Daniel Vanin, President of Iberian, stated: "The completion of the Senior Facility is a significant achievement for MATSA. It provides further validation of the Aguas Tenidas mining operation and provides stability for the company as it moves forward. We would like to take this opportunity to thank the lending banks and Trafigura for its continued support of Aguas Tenidas and Iberian."

The key features of the Senior Facility are as follows:

  Amount: US$ 50 million
  Type of Facility: Revolving
  Rate: LIBOR plus 3%
  Term: 3 years
  Mandatory Reductions: Reduces to US$ 47 million after 12 months, US$ 42 million after 18 months, US$ 30 million after 24 months, and US$ 9 million after 30 months
   
   

The required commodity hedging program under the terms of the Senior Facility requires the restructuring of existing hedge positions and additional hedging of 22,500 FMT of copper and 9,675 FMT of zinc. The counterparty to hedges for Aguas Tenidas Mine is BNP Paribas, Natixis and Societe Generale.

Additional commodity hedging has been executed and, together with the restructured commodity hedges, the new MATSA hedging program is set out in the following table.

    2010 2011 2012 2013 TOTAL
 
Restructured Hedging Volumes          
 
Zn Forwards FMT 4,959 16,848 4,896   26,703
Zn Price USD/t 1,630 1,601 1,579   1,603
 
Cu Forwards FMT 4,104 16,002 396   20,502
Cu Price USD/t 4,300 4,216 4,160   4,232
 
Zn Short Call FMT 4,900       4,900
Zn Strike Price USD/t 1,500       1,500
 
Cu Short Call FMT 6,100       6,100
Cu Strike Price USD/t 4,200       4,200
 
New Hedging Volumes            
 
Zn Forwards FMT     8,550 1,125 9,675
Zn Price USD/t     2,307 2,272 2,303
 
Cu Forwards FMT   3,600 17,100 1,800 22,500
Cu Price USD/t   7,768 7,471 7,319 7,507
Zn % Hedged   29% 39% 33% 2% 25%
Cu % Hedged   44% 66% 58% 6% 44%

There shall be no margin calls or other collateral delivery obligations under the required hedging program.

Also in connection with the terms of the Senior Facility, MATSA has restructured its Euro/USD foreign exchange forward contracts, summarized as follows:

  • 2010 – sale of US$ 84 million at 1.43;
  • 2011 – sale of US$ 34 million at 1.43;
  • 2012 – sale of US$ 34 million at 1.43;
  • 2013 – sale of US$ 6 million at 1.43

As required by the Senior Facility, Trafigura has entered into a standby facility (the "Standby Facility") with MATSA for US$ 20 million. In addition, Iberian has refinanced an existing CDN$ 25 million convertible debenture held by Dundee Resources Limited (the "Debenture Re-Financing").
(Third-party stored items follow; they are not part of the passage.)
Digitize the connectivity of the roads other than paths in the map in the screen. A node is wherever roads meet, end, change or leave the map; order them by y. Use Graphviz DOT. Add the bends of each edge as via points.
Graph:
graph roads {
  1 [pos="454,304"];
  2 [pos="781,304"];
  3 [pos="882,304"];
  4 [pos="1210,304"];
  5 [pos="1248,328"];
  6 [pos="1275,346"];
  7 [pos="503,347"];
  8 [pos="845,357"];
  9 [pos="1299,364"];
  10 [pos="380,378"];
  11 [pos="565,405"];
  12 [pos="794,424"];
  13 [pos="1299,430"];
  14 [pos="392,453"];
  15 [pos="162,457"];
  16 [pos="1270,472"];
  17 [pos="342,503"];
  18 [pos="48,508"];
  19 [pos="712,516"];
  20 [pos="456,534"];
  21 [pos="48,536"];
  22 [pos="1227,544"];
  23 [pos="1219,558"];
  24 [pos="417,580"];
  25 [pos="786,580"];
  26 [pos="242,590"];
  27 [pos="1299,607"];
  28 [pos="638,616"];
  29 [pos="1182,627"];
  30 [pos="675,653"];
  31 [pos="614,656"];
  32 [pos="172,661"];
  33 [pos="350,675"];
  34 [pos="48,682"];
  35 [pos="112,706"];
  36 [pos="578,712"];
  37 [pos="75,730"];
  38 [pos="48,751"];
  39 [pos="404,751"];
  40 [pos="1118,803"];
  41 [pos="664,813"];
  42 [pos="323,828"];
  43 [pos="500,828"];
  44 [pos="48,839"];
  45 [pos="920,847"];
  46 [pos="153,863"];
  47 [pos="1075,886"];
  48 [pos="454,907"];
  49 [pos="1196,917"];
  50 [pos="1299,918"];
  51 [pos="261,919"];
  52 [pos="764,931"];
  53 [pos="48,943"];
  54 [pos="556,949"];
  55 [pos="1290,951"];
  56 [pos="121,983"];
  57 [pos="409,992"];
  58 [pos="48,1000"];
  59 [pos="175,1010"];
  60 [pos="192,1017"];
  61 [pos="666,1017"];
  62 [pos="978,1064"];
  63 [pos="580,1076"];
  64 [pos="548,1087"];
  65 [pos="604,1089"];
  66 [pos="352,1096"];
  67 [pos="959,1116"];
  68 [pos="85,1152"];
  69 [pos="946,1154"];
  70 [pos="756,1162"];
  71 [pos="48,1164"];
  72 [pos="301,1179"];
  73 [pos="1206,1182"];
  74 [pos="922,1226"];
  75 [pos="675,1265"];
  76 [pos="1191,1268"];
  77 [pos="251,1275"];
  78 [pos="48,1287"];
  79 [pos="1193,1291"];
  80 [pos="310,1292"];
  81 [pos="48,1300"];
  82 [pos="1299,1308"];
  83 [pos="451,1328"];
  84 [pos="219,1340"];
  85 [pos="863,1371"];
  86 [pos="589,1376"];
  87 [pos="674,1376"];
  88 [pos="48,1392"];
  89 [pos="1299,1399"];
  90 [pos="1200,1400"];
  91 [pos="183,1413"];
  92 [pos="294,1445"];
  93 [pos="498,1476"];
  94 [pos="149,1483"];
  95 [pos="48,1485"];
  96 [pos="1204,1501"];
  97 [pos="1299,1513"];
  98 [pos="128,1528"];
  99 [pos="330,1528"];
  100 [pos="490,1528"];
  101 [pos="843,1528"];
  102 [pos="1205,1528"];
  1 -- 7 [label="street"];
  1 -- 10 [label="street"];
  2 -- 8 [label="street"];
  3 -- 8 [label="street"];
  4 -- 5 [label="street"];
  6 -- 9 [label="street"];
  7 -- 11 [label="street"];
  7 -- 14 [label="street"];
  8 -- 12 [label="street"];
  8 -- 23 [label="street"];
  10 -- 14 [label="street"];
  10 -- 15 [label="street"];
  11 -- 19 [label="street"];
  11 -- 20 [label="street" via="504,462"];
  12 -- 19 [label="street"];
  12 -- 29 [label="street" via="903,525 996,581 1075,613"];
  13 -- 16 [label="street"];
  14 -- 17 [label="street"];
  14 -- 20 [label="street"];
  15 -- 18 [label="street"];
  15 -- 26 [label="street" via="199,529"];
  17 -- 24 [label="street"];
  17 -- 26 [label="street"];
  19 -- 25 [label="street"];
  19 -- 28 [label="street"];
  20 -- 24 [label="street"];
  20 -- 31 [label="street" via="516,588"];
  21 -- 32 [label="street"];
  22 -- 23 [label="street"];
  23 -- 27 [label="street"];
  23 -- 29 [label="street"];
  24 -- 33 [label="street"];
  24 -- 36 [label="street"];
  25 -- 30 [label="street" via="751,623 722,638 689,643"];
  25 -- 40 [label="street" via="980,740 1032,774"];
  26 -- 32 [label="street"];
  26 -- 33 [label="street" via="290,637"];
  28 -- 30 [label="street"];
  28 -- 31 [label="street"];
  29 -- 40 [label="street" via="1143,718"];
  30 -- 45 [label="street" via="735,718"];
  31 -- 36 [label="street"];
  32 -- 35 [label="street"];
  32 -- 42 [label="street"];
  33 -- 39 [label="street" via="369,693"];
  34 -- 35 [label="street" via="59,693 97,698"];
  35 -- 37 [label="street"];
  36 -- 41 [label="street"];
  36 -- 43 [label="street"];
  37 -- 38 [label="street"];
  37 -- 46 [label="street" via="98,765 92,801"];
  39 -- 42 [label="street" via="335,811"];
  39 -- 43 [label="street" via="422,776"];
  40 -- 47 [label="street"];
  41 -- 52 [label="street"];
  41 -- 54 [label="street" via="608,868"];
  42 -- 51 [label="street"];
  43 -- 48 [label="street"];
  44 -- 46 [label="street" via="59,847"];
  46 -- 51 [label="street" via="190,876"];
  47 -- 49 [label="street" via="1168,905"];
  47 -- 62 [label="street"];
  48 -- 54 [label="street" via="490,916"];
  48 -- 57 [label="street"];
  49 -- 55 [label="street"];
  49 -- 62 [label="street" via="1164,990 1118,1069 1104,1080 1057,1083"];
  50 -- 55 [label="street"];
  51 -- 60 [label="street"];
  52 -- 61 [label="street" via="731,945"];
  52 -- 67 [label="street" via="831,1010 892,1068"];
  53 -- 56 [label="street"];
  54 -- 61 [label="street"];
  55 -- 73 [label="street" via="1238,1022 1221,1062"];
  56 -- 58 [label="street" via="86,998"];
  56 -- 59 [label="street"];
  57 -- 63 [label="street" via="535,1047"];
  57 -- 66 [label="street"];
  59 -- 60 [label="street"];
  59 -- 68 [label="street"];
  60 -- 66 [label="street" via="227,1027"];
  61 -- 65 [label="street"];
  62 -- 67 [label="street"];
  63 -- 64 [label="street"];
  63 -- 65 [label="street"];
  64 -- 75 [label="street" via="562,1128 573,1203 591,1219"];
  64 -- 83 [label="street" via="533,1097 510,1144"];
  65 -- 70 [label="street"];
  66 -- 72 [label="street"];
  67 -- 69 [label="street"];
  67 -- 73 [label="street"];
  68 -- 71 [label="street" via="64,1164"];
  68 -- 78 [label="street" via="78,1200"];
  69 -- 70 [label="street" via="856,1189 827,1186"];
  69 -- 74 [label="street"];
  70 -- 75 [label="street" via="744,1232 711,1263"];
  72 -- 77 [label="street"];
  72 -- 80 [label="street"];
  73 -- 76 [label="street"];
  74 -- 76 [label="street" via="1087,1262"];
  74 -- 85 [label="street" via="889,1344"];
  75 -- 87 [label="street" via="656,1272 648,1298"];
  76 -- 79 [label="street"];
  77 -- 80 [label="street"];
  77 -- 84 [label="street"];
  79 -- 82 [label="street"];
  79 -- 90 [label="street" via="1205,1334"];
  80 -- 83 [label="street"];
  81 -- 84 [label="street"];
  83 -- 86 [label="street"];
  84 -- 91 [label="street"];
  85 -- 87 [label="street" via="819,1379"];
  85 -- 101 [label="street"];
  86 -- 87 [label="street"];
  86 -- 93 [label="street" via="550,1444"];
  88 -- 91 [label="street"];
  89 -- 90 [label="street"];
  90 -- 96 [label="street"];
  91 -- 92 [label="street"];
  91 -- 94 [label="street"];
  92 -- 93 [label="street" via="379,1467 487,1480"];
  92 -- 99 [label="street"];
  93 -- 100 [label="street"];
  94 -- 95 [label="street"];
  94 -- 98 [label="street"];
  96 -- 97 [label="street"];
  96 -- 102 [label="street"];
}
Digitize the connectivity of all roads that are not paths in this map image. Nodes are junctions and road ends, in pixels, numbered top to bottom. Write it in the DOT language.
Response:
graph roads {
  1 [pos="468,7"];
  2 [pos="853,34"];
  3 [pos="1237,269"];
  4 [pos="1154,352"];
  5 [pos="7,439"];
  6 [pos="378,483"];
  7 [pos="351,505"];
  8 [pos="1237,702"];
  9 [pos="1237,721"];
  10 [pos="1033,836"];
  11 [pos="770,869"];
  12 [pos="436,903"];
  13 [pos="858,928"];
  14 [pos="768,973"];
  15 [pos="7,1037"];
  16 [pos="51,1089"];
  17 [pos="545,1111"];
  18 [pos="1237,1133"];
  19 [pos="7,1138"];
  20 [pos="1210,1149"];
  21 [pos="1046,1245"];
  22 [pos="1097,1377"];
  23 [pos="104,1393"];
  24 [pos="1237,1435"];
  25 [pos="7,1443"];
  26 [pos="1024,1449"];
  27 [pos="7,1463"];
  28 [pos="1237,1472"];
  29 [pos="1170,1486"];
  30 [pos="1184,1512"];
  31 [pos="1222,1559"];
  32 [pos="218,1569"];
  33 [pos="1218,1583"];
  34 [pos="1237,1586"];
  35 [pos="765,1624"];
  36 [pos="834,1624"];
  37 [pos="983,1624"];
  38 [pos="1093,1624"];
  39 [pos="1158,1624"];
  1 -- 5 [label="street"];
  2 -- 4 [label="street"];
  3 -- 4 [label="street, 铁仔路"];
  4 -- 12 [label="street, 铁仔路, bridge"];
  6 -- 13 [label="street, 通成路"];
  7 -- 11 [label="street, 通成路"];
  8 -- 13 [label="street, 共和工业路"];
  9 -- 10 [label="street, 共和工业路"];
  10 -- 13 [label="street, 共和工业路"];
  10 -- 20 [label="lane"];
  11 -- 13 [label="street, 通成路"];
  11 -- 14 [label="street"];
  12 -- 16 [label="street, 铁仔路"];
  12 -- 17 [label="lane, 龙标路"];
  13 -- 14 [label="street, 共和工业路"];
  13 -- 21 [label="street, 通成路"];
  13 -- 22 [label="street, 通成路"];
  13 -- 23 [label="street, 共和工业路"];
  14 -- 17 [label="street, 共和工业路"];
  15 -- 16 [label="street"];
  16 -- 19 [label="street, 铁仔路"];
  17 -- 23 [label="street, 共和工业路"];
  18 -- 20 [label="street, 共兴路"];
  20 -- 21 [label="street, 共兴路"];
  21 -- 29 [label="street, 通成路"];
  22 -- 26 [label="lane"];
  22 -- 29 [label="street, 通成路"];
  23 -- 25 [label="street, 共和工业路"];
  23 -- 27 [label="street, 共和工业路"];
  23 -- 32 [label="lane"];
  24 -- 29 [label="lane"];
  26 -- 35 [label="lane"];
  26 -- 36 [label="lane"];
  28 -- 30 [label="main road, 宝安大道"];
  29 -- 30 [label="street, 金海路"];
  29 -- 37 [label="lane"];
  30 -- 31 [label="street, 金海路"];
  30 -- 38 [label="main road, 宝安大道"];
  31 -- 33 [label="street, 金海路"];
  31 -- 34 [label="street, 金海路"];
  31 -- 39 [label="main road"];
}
The Facility Agreement is posted on SEDAR at www.sedar.com.

The Standby Facility:

The purpose of the Standby Facility is to fund any additional cash flow requirements at MATSA pending satisfaction of the Completion Test mandated in the Facility Agreement, being MATSA completing production ramp-up and reaching a steady state of operations.

The terms of the Standby Facility are:

  Amount: US$ 20 million
  Rate: LIBOR plus 6%
  Term: Earlier of Completion (as defined in the Credit Agreement) or Term of the Senior Facility
  Availability: Immediately
  Security: Unsecured

There is no conversion feature, and there are no warrants attached to the Standby Facility.

Debenture Refinancing:

Dundee Resources Limited ("Dundee") is the holder of a convertible debenture issued by the Corporation in the amount of CDN$ 25 million. The debenture bears interest at 6%, payable semi- annually, matures July 26, 2011, and is convertible at CDN$ 1.38 into units, each unit comprising one registered share and one-half of a warrant, with each full warrant being exercisable for one registered share at CDN$ 2.00 for a period of two years. The debenture grants contractual security to Dundee.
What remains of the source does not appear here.